Dark Web Scraping

On June 18, on a popular underground forum, an anonymous threat actor posted what he termed as the “Global Decision Makers Database” – an inventory containing 10 million records collected from LinkedIn, including users’ names, email addresses, and personal profile information.

1

Figure 1: An actor shares a database of 10 million records collected from LinkedIn

 

A statement issued by LinkedIn confirmed the initial reports by PrivacyShark researchers, clarifying that the data published on the underground hacking forum was not a data breach, but rather information harvested through ‘scraping’ publicly available member profile data from the site. This assessment seems reasonable, as the records in the data dump do not appear to include private information such as credit card details, personal communications or passwords. Even so, the fact that a threat actor was able to exploit the LinkedIn API to aggregate this data constitutes a serious breach.

 

Scraped Databases

‘Scraping’ is a popular method of autonomous data extraction and collection, used to retrieve and capture publicly available data and ‘dump’ it into a large, structured and useable database. It is simple to execute; instead of breaking into a server or database, the threat actor simply exploits platform vulnerabilities to gather data that is already publicly available.

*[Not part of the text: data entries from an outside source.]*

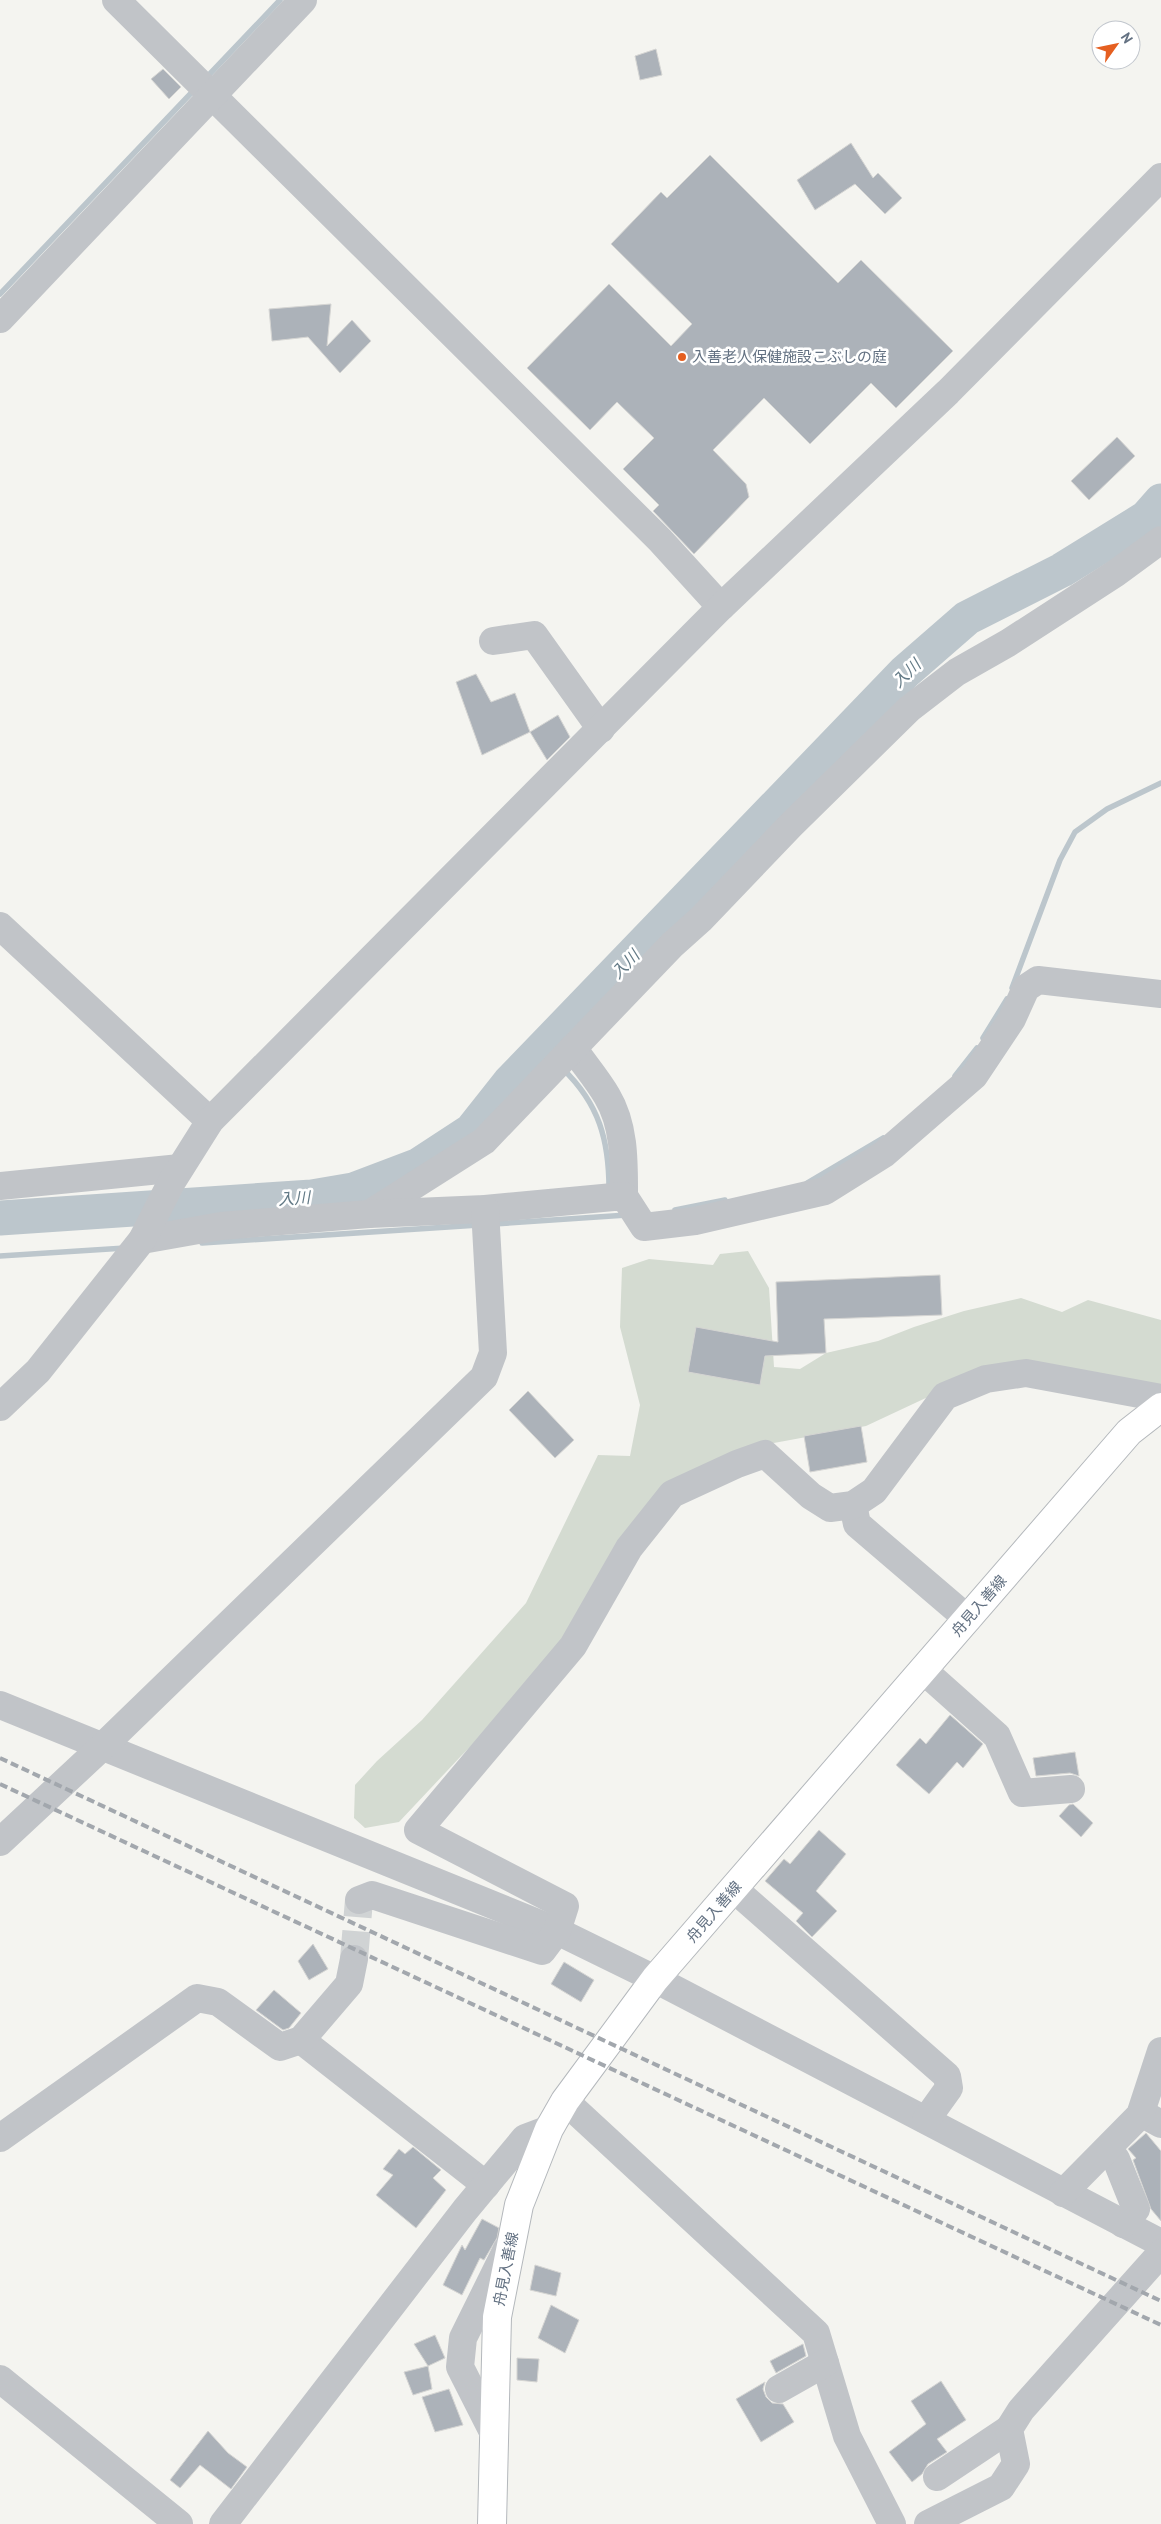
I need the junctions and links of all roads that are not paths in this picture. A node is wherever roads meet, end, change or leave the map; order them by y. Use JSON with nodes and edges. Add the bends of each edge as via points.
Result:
{"nodes":[{"id":1,"x":116,"y":0,"type":"edge"},
{"id":2,"x":303,"y":0,"type":"edge"},
{"id":3,"x":212,"y":95,"type":"junction"},
{"id":4,"x":1161,"y":177,"type":"edge"},
{"id":5,"x":0,"y":319,"type":"edge"},
{"id":6,"x":1161,"y":540,"type":"edge"},
{"id":7,"x":721,"y":607,"type":"junction"},
{"id":8,"x":493,"y":641,"type":"dead end"},
{"id":9,"x":601,"y":728,"type":"junction"},
{"id":10,"x":0,"y":926,"type":"edge"},
{"id":11,"x":1161,"y":994,"type":"edge"},
{"id":12,"x":573,"y":1048,"type":"junction"},
{"id":13,"x":210,"y":1121,"type":"junction"},
{"id":14,"x":176,"y":1176,"type":"junction"},
{"id":15,"x":0,"y":1186,"type":"edge"},
{"id":16,"x":624,"y":1196,"type":"junction"},
{"id":17,"x":485,"y":1209,"type":"junction"},
{"id":18,"x":369,"y":1214,"type":"junction"},
{"id":19,"x":145,"y":1233,"type":"junction"},
{"id":20,"x":1161,"y":1398,"type":"edge"},
{"id":21,"x":0,"y":1407,"type":"edge"},
{"id":22,"x":1161,"y":1407,"type":"edge"},
{"id":23,"x":852,"y":1505,"type":"junction"},
{"id":24,"x":968,"y":1619,"type":"junction"},
{"id":25,"x":923,"y":1670,"type":"junction"},
{"id":26,"x":0,"y":1705,"type":"edge"},
{"id":27,"x":102,"y":1748,"type":"junction"},
{"id":28,"x":1071,"y":1789,"type":"dead end"},
{"id":29,"x":0,"y":1842,"type":"edge"},
{"id":30,"x":734,"y":1889,"type":"junction"},
{"id":31,"x":359,"y":1900,"type":"dead end"},
{"id":32,"x":557,"y":1931,"type":"junction"},
{"id":33,"x":354,"y":1959,"type":"tunnel mouth"},
{"id":34,"x":655,"y":1979,"type":"junction"},
{"id":35,"x":301,"y":2040,"type":"junction"},
{"id":36,"x":1161,"y":2051,"type":"edge"},
{"id":37,"x":564,"y":2101,"type":"junction"},
{"id":38,"x":1151,"y":2119,"type":"edge"},
{"id":39,"x":926,"y":2120,"type":"junction"},
{"id":40,"x":549,"y":2129,"type":"junction"},
{"id":41,"x":0,"y":2138,"type":"edge"},
{"id":42,"x":1116,"y":2159,"type":"dead end"},
{"id":43,"x":486,"y":2184,"type":"junction"},
{"id":44,"x":1063,"y":2193,"type":"junction"},
{"id":45,"x":1123,"y":2224,"type":"junction"},
{"id":46,"x":513,"y":2235,"type":"junction"},
{"id":47,"x":1161,"y":2243,"type":"edge"},
{"id":48,"x":1161,"y":2253,"type":"edge"},
{"id":49,"x":496,"y":2356,"type":"junction"},
{"id":50,"x":461,"y":2357,"type":"junction"},
{"id":51,"x":825,"y":2363,"type":"junction"},
{"id":52,"x":0,"y":2379,"type":"edge"},
{"id":53,"x":779,"y":2389,"type":"dead end"},
{"id":54,"x":1010,"y":2429,"type":"junction"},
{"id":55,"x":494,"y":2434,"type":"junction"},
{"id":56,"x":937,"y":2477,"type":"dead end"},
{"id":57,"x":179,"y":2524,"type":"edge"},
{"id":58,"x":224,"y":2524,"type":"edge"},
{"id":59,"x":492,"y":2524,"type":"edge"},
{"id":60,"x":892,"y":2524,"type":"edge"},
{"id":61,"x":928,"y":2524,"type":"edge"}],
"edges":[{"from":1,"to":3,"type":"street"},
{"from":2,"to":3,"type":"street"},
{"from":3,"to":5,"type":"street"},
{"from":3,"to":7,"type":"street","via":[[660,540]]},
{"from":4,"to":7,"type":"street","via":[[948,392]]},
{"from":6,"to":12,"type":"street","via":[[1008,643],[957,672],[909,709]]},
{"from":7,"to":9,"type":"street"},
{"from":8,"to":9,"type":"street","via":[[534,635]]},
{"from":9,"to":13,"type":"street"},
{"from":10,"to":13,"type":"street"},
{"from":11,"to":16,"type":"street","via":[[1038,980],[1026,988],[1012,1019],[974,1076],[884,1154],[826,1192],[695,1221],[644,1227]]},
{"from":12,"to":16,"type":"street","via":[[608,1098],[619,1127],[624,1158]]},
{"from":12,"to":18,"type":"street","via":[[484,1141]]},
{"from":13,"to":14,"type":"street"},
{"from":14,"to":15,"type":"street"},
{"from":14,"to":19,"type":"street"},
{"from":16,"to":17,"type":"street"},
{"from":17,"to":18,"type":"street"},
{"from":17,"to":27,"type":"street","via":[[493,1353],[484,1377]]},
{"from":18,"to":19,"type":"street"},
{"from":19,"to":21,"type":"street","via":[[38,1371]]},
{"from":20,"to":23,"type":"street","via":[[1026,1372],[986,1379],[945,1396],[874,1491]]},
{"from":22,"to":24,"type":"main road","name":"舟見入善線","via":[[1129,1432]]},
{"from":23,"to":24,"type":"street","via":[[857,1524]]},
{"from":23,"to":32,"type":"street","via":[[830,1508],[811,1496],[764,1454],[672,1494],[629,1548],[573,1646],[418,1830],[565,1906]]},
{"from":24,"to":25,"type":"main road","name":"舟見入善線"},
{"from":25,"to":28,"type":"street","via":[[997,1736],[1022,1794]]},
{"from":25,"to":30,"type":"main road","name":"舟見入善線"},
{"from":26,"to":27,"type":"street"},
{"from":27,"to":29,"type":"street"},
{"from":27,"to":32,"type":"street"},
{"from":30,"to":34,"type":"main road","name":"舟見入善線"},
{"from":30,"to":39,"type":"street","via":[[947,2076],[948,2088]]},
{"from":31,"to":32,"type":"street","via":[[372,1896],[542,1951]]},
{"from":32,"to":34,"type":"street"},
{"from":33,"to":35,"type":"street","via":[[349,1984]]},
{"from":34,"to":37,"type":"main road","name":"舟見入善線"},
{"from":34,"to":39,"type":"street"},
{"from":35,"to":41,"type":"street","via":[[280,2047],[218,2002],[197,1998]]},
{"from":35,"to":43,"type":"street"},
{"from":36,"to":38,"type":"street"},
{"from":37,"to":40,"type":"main road","name":"舟見入善線"},
{"from":37,"to":51,"type":"street","via":[[816,2333]]},
{"from":38,"to":44,"type":"street"},
{"from":39,"to":44,"type":"street"},
{"from":40,"to":43,"type":"street","via":[[525,2138]]},
{"from":40,"to":46,"type":"main road","name":"舟見入善線","via":[[519,2205]]},
{"from":42,"to":45,"type":"street","via":[[1136,2209]]},
{"from":43,"to":58,"type":"street"},
{"from":44,"to":45,"type":"street"},
{"from":45,"to":47,"type":"street"},
{"from":46,"to":49,"type":"main road","name":"舟見入善線","via":[[497,2317]]},
{"from":46,"to":50,"type":"street","via":[[463,2338]]},
{"from":48,"to":54,"type":"street","via":[[1021,2410]]},
{"from":49,"to":50,"type":"street"},
{"from":49,"to":55,"type":"main road","name":"舟見入善線"},
{"from":50,"to":55,"type":"street","via":[[460,2367]]},
{"from":51,"to":53,"type":"street"},
{"from":51,"to":60,"type":"street","via":[[848,2436]]},
{"from":52,"to":57,"type":"street"},
{"from":54,"to":56,"type":"street"},
{"from":54,"to":61,"type":"street","via":[[1016,2464],[1001,2487]]},
{"from":55,"to":59,"type":"main road","name":"舟見入善線"}]}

The deep and dark web are replete with compromised data, sometimes shared for free and other times sold at a price. In many cases, actors note that the data that they offer was scraped.

The most popular targets of scraping are social media sites. For example, the posts below include data scraped from Facebook, Instagram, and Clubhouse:

2

Figure 2: An actor shares a database of 50 million Facebook users, noting that this was scraped in 2020-2021

 

3

Figure 3: An actor notes that he found a database of nearly 500 million Instagram users

 

4

Figure 4: An actor shares a scraped database of Clubhouse users

 

Scraped data offers many opportunities for threat actors. The personal and professional records leaked may be exploited to target users and distribute spam or automated, targeted phishing attacks (emailing users using other personal data about them to “prove” that it is an official email). Actors can also comb the data for appealing targets for more advanced social engineering attacks or identity theft.

 

Scraping Tools

Actors seeking to scrape and extract data on their own need not look very far. Scraping tools are something of a commodity item on the deep and dark web, often included in larger hacking or cracking “packs.” For example, this collection of cracking tools contains Lol.Boosted Scraper, SLC Scraper v2, and Steam Username Scraper.

5-1

Figure 5: A ‘cracking pack’ containing three scraping tools

 

Similarly, this cracking pack contains several scraping tools:

6

Figure 6: A cracking pack containing several scraping tools

 

There are also scraping tools specific to account providers. This Universal Reddit Scraper v3.3 can scrape Reddits and subreddits:

7

Figure 7: A Reddit scraping tool

 

Likewise, this Telegram scraper collects from Telegram groups:

8

Figure 8: A Telegram scraping tool

 

Finally, this actor posted that he is interested in purchasing a Facebook scraping tool that can also automatically report groups as abusive until they are flagged.

9

Figure 9: An actor seeks to buy a Facebook scraping tool

 

Conclusion

While it is unclear which tool the actor used to procure the LinkedIn data, scraping tools are broadly available to deep and dark web actors looking to aggregate a massive data dump, whether for personal use or to sell.

The products produced by these tools—data dumps containing hundreds of millions of entries—are also shared in considerable quantity. The scraped data can prove highly valuable to threat actors, who can use the collected personal information as a launchpad for the execution of more sophisticated and damaging attacks.

We recommend that social media users exhibit caution with sharing too much personal information, specifically in publicly viewable format, as this data might appear in the next big data dump. Account providers, meanwhile, ought to adopt more stringent methods to prevent large-scale data scraping.